A hacker is brilliant but doesn’t work well with others or doing modular work or focus heavily on standards and practices. They do good work to get to their goal, it may be a hacked up mess but it works and works well (usually). A team of developers would do the same work towards the same goal but take a lot longer. But it’d be documented and use standards and have been tested, extensively, etc.
So I guess Twitter has taken to hiring hacker-types in short bursts to get some needed changes implemented. I suspect he’ll succeed but I wonder if the code will be better afterwards, or just a patched hacked up mess on top of the existing code. I wonder how documented his modifications will be and how easy it’ll be to maintain and add on to in the future.

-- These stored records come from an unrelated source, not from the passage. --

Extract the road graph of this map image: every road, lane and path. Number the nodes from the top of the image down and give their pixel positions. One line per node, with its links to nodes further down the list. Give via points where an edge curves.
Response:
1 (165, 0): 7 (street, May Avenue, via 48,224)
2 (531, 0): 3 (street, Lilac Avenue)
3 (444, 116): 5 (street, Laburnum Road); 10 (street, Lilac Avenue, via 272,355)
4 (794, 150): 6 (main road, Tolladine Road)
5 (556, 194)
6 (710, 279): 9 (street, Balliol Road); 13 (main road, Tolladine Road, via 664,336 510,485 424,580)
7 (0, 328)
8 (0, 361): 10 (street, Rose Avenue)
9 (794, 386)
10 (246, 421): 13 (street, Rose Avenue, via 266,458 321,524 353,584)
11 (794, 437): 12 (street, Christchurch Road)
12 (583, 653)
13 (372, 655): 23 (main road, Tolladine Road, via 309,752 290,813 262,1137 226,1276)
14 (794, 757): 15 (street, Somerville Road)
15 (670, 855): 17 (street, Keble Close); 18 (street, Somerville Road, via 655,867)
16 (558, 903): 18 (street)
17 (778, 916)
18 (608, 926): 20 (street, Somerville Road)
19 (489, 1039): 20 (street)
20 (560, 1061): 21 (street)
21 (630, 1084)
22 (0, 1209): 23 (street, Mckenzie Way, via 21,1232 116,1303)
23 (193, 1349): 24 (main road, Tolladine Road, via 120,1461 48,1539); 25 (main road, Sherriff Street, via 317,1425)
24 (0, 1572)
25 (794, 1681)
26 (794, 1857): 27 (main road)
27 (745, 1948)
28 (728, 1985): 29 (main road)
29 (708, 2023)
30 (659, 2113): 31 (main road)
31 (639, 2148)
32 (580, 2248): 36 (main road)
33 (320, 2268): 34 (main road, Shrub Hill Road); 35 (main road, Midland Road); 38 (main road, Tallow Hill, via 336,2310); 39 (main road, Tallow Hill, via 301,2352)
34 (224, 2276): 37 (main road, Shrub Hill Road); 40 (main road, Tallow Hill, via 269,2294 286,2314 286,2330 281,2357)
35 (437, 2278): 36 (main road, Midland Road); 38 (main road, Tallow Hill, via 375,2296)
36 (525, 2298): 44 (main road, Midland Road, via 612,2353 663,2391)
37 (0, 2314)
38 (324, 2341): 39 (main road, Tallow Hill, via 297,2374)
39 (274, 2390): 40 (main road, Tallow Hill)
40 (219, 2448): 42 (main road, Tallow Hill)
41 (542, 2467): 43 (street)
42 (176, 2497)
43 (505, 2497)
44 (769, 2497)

Still, if he’s as good as I suspect he is, he will write good code, it will do good things for the changes he wants to make to Twitter, and it’ll look good and work. But not sure how messy it will be on the backend.
hehe, maybe that’s the way to go… hire hacker-type of people to develop some new software or feature or whatever on a short term basis. They’ll work their rear off getting it done, because that’s just how they work, and they’ll get it kicked out in 1/4 the time it’d take developers to do it. Then you and the hacker-type part ways on good terms and now you release the product or feature, etc. Then turn around and use your team of developers to reverse engineer the guys code, clean it up, document it, make it more standardized, etc. spend the next few months molding that code into more acceptable “corporate” standards and then you can begin releasing updates to the product/service/software and bug fixes, etc. once your developers have rebuilt it and understand it.
Basically have somebody build a brilliant but crude prototype that works, and do it quickly, and if there’s an immediate need you can even release that prototype as production (if it’s good enough). But then spend time learning your own prototype, reverse engineering it, cleaning it up, and later enhancing it.